### Work instructions
Output exactly the lines from the one holding "middle mcp: (1327, 844)" through the final line of the entries.

START Input

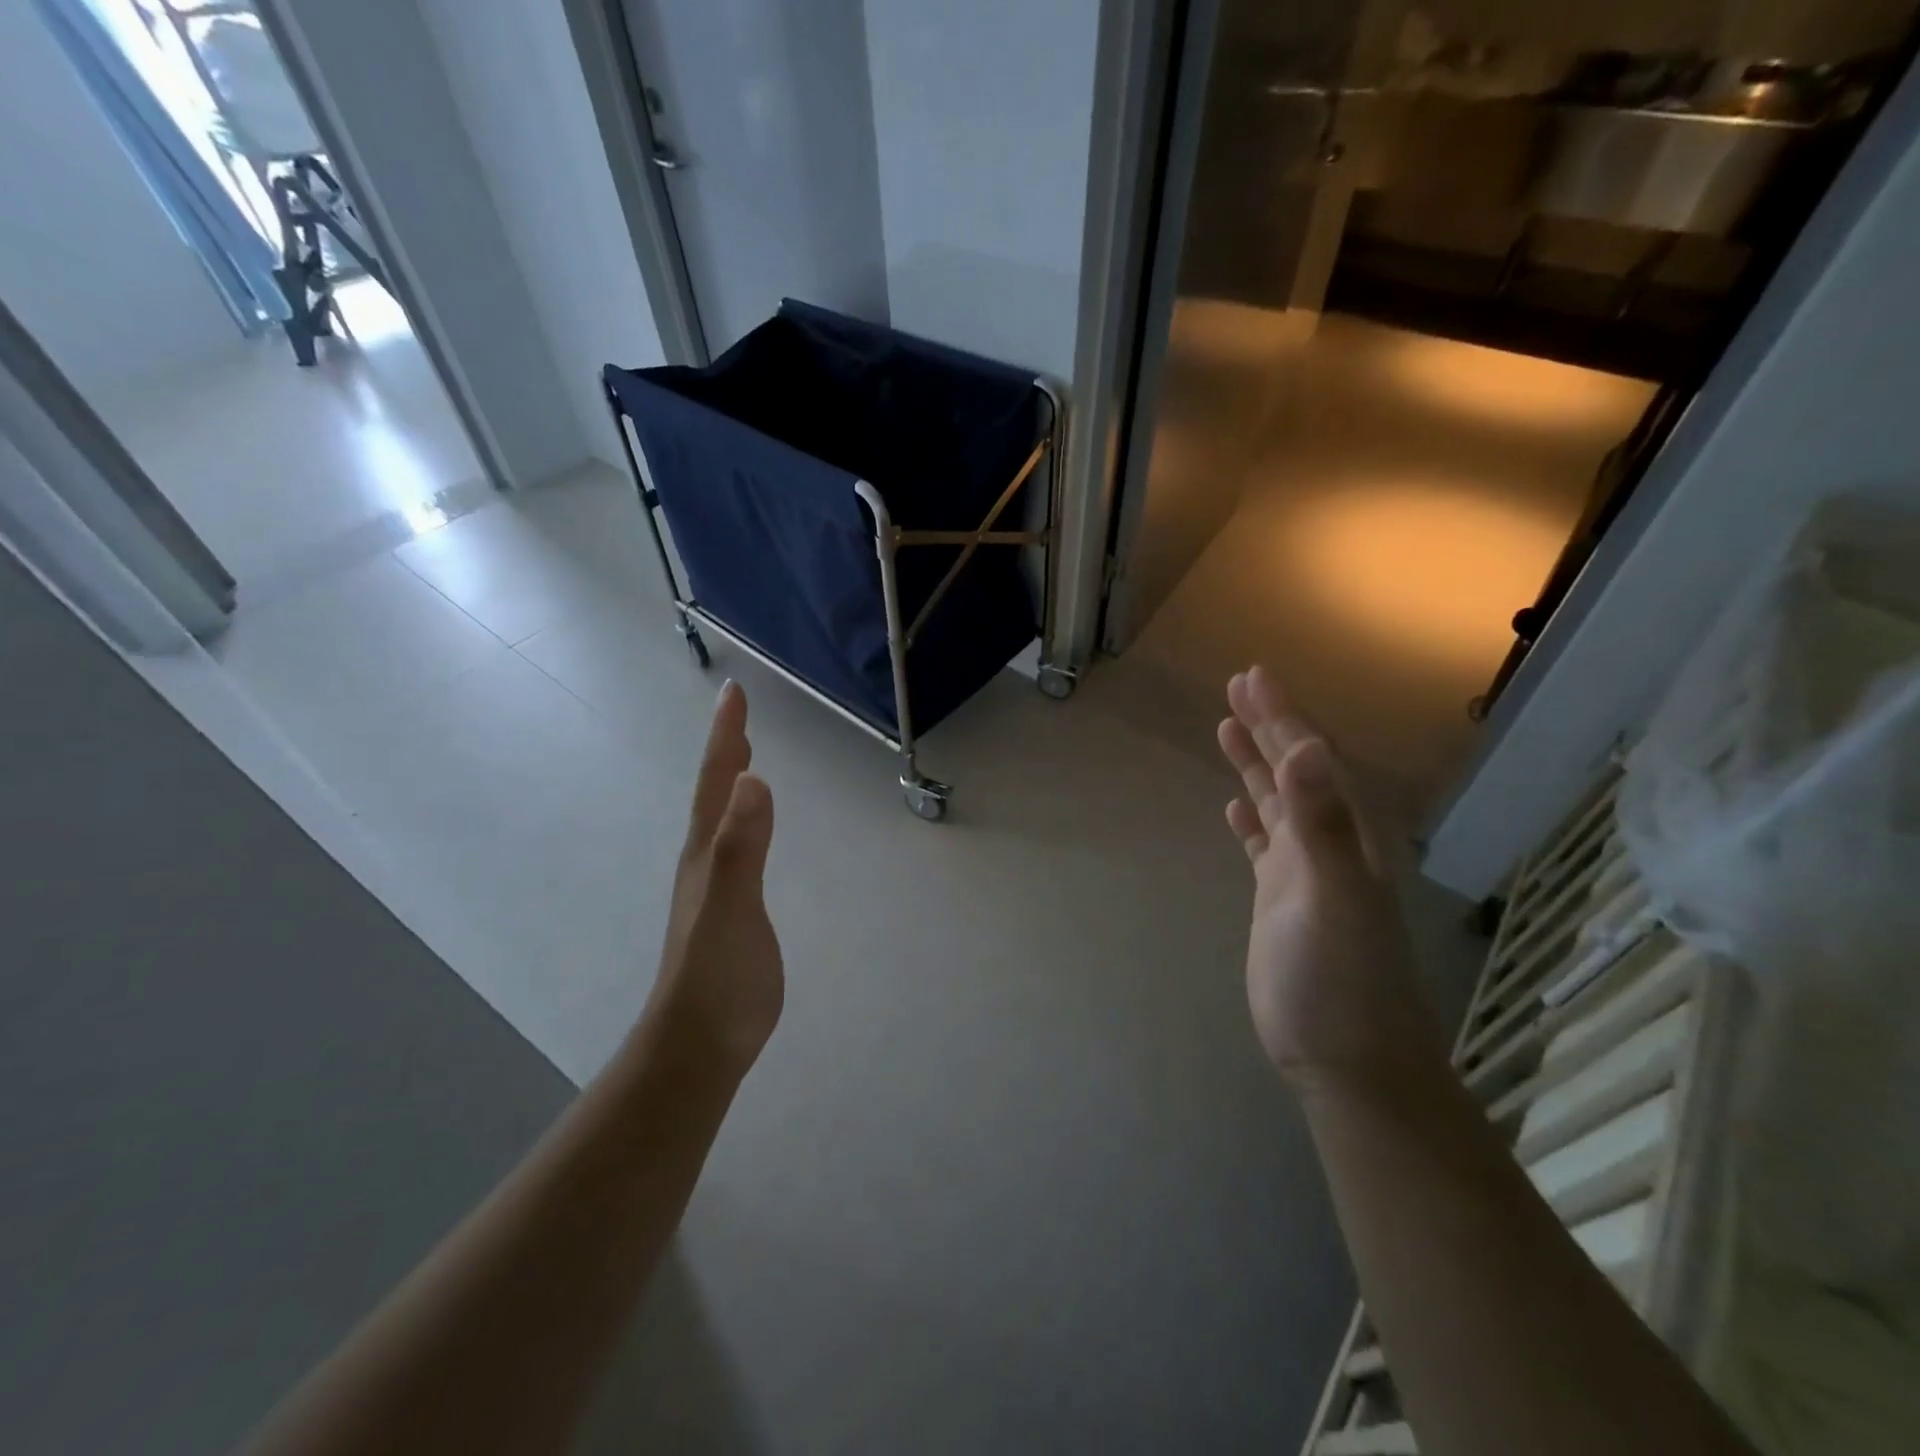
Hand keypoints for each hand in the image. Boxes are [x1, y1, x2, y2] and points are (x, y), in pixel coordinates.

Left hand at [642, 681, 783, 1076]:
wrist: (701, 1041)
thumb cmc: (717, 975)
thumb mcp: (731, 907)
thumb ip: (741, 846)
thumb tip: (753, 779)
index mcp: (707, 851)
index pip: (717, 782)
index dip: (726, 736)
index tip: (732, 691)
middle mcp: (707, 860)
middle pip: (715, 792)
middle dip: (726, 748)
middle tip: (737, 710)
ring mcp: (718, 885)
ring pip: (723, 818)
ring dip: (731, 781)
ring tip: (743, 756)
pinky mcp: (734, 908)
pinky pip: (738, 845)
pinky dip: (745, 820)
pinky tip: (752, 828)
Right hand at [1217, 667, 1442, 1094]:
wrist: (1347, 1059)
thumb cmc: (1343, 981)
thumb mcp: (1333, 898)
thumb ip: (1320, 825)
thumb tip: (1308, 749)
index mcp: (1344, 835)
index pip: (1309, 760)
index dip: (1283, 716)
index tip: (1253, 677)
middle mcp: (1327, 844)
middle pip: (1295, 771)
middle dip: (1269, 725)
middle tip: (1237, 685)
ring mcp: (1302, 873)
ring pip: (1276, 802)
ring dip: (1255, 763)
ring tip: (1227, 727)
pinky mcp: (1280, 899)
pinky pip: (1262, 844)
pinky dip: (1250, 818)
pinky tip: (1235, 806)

END Input

### Answer space
middle mcp: (1327, 844)
middle pip: (1295, 771)
middle dip: (1269, 725)
middle tip: (1237, 685)
ring mcp: (1302, 873)
ring pip: (1276, 802)
ring dip: (1255, 763)
ring tip: (1227, 727)
pinky mcp: (1280, 899)
pinky pip: (1262, 844)
pinky dip: (1250, 818)
pinky tip: (1235, 806)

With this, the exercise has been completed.